Incorruptible Flesh: “Messianic Remains” – Ron Athey
The concept of the Incorruptible Flesh series took form a year before the three-therapy HIV drug treatment would give hope by halting the numbers of AIDS deaths. In a research residence at the CCA Glasgow in February 1996, Athey and collaborator, Lawrence Steger studied the lives of saints, the relics and in particular, the display of the ‘incorruptible’ bodies, most of which are wax sculptures with a corpse inside. Applying the status of ‘incorruptible’ upon their own dying HIV+ bodies, Athey and Steger wove solo actions into interactions – including “The Trojan Whore” which Athey performed at the memorials for Leigh Bowery in 1998. The final action in the piece contained the image of the living corpse on display: Athey laid out on a simple plank, tended to by Steger (with monstrous special affects makeup suggesting decomposing). The live AIDS body, on-display, anointed (greased), bathed in golden light marked the glorification of the live AIDS body, which in future performances in the series, “Dissociative Sparkle” and “Perpetual Wound”, became the more esoteric post–AIDS body. Lawrence Steger died in February 1999.
“Dissociative Sparkle]”was performed in February 2006, exactly 10 years later, for the National Review of Live Art in Glasgow and was later repeated at Artists Space in NYC . Athey presented his first durational piece – a 6 hour solo performance. Honouring the anniversary of his collaboration with/and the loss of Steger, Athey used the static, martyred image of his body, suffering on a rack. The audience were allowed to take the role of Steger and anoint Athey‘s body in grease. As in “The Trojan Whore”, the body was enhanced; tortured, but not vulnerable. Invaded by hooks, bat and rack, his skin was bronzed and shining, genitals inflated to grotesque size with medical saline.
For “Perpetual Wound”, 2007, Athey worked in collaboration with a younger artist, Dominic Johnson, and focused on this trans-generational relationship mythologically, characterizing Sophocles’ pairing of Philoctetes and Neoptolemus. Philoctetes (Athey), in exile for possessing a stinking weeping wound that would not heal, was seduced by Neoptolemus (Johnson) into returning to battle and directions to receive healing. This reality comes to fruition during the start of a dance, wherein a sheet of glass on a stand is used as a prophalaxis, protecting the younger man from the shared wound.

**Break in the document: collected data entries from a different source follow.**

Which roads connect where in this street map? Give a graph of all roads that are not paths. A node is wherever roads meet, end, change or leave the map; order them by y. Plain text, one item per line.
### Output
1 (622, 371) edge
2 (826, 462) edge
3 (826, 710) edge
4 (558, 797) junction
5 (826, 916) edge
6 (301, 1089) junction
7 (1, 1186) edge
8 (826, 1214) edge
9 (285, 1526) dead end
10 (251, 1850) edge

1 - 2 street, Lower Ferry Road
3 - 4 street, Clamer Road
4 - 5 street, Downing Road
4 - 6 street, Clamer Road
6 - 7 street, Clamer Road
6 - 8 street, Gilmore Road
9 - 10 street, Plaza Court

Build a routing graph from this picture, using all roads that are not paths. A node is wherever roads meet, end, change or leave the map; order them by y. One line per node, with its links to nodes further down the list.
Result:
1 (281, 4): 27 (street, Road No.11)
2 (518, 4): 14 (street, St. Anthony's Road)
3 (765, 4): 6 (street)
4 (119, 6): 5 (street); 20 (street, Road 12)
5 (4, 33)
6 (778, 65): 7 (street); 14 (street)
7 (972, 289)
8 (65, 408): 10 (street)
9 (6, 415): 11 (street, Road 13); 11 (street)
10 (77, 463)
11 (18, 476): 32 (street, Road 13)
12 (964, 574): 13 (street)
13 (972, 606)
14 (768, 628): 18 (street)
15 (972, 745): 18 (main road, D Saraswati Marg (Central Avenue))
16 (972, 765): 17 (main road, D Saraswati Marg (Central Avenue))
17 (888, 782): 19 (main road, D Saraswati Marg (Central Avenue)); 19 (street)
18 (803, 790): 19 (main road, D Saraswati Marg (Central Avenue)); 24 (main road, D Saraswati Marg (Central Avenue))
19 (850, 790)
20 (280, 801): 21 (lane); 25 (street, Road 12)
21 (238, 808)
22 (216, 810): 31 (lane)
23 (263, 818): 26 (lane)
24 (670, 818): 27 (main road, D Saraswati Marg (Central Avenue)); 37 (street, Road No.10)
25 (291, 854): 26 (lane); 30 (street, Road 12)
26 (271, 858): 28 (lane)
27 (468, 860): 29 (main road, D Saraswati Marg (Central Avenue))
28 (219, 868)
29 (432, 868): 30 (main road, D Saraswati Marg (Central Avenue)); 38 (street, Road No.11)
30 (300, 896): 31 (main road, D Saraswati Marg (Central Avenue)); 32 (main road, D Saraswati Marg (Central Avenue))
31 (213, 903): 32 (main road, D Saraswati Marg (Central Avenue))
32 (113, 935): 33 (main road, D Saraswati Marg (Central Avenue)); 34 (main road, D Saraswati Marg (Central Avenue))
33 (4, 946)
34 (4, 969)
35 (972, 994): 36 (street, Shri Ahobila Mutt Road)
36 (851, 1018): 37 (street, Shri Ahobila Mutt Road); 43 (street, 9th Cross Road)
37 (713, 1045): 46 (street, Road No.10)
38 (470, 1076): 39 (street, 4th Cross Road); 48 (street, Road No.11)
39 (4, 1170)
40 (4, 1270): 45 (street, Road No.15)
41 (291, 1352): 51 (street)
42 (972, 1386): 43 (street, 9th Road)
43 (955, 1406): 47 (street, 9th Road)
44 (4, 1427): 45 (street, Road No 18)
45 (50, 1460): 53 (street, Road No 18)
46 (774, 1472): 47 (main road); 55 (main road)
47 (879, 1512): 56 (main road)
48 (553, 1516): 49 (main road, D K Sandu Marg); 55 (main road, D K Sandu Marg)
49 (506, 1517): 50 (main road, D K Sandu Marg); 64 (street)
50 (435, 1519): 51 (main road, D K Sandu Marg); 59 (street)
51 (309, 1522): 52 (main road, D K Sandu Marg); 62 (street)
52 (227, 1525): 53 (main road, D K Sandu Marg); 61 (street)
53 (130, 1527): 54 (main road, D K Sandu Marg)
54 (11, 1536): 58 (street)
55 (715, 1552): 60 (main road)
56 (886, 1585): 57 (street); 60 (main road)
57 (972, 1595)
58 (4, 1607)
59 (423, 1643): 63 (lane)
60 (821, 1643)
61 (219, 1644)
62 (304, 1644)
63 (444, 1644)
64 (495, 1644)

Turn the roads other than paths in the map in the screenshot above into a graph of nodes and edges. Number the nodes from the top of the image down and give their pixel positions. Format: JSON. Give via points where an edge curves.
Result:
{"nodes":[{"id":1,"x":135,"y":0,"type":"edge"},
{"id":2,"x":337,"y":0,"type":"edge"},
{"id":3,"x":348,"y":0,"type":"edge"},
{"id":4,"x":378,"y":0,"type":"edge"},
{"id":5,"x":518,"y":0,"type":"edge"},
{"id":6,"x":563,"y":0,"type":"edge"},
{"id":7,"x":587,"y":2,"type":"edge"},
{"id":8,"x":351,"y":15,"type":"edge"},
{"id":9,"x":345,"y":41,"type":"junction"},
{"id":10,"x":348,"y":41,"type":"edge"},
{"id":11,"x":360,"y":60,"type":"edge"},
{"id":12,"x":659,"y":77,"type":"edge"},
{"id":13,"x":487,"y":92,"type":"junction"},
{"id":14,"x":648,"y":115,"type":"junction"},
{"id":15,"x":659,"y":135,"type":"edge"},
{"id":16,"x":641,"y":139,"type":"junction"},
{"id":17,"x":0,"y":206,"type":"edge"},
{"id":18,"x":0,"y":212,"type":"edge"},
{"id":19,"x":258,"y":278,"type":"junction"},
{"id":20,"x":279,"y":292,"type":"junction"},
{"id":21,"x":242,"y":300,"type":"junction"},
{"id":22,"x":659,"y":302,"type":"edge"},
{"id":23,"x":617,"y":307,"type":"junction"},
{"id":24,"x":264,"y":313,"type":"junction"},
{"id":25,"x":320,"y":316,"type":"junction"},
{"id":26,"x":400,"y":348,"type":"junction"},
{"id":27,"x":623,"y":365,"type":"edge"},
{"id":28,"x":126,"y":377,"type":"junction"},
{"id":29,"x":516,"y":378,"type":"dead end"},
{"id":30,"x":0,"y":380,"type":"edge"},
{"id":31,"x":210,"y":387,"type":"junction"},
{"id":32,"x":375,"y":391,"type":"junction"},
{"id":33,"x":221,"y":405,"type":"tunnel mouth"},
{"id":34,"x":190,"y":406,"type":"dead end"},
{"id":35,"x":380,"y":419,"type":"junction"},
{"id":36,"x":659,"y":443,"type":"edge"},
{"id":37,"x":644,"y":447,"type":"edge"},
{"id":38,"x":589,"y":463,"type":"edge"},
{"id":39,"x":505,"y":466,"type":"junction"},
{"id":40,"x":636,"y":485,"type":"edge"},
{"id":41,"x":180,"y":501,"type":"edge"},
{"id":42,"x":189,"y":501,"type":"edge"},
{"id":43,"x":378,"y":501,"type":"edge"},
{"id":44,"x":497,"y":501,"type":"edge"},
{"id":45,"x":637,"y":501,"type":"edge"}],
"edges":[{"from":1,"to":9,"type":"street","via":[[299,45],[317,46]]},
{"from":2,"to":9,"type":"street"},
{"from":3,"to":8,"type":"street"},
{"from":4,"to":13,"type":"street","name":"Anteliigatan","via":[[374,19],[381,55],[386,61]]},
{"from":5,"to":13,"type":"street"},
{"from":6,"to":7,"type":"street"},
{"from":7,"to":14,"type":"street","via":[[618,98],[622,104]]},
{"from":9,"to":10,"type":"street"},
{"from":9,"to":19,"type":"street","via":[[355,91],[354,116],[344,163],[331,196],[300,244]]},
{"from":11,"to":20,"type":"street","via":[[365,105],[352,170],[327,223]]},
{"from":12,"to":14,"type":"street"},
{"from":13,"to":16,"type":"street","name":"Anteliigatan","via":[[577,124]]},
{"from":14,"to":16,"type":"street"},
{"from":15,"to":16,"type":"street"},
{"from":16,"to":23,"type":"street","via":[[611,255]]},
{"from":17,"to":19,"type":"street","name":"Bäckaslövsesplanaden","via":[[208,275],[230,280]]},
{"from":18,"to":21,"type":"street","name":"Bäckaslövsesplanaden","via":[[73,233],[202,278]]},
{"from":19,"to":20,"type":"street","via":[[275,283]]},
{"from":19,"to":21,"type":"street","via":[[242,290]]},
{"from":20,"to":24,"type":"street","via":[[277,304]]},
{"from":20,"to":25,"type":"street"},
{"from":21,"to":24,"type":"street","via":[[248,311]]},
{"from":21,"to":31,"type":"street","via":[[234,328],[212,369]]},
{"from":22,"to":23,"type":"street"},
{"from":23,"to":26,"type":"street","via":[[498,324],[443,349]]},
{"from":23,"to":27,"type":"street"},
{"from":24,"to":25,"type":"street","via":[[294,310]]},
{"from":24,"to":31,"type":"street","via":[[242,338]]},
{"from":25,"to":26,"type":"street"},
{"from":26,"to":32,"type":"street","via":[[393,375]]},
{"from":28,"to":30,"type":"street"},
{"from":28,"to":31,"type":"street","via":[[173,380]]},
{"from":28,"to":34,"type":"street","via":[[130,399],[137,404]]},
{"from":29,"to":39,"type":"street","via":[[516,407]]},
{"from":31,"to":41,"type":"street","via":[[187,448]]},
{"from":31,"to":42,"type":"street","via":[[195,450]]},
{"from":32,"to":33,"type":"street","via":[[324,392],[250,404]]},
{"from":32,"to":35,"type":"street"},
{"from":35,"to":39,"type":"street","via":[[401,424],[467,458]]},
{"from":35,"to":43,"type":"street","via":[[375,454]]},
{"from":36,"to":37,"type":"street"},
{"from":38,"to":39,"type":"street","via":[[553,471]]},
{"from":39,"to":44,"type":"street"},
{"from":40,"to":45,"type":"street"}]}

The fourth installation in the Incorruptible Flesh series, “Messianic Remains”, is a solo performance commissioned by Performance Studies international, debuting at Stanford University in June 2013. Returning to the laid–in–state–sexualized corpse scene presented as a static image in [Dissociative Sparkle], the messianic impulse/prophecy is activated. Dressed in vestmental finery, a funeral procession draws its pulse from Genet‘s Our Lady of the Flowers, and Athey arises from the viewing into a walking meditation. As in earlier works in the series, Athey rides the grandiose myth of enlightenment that only the face of death may reveal.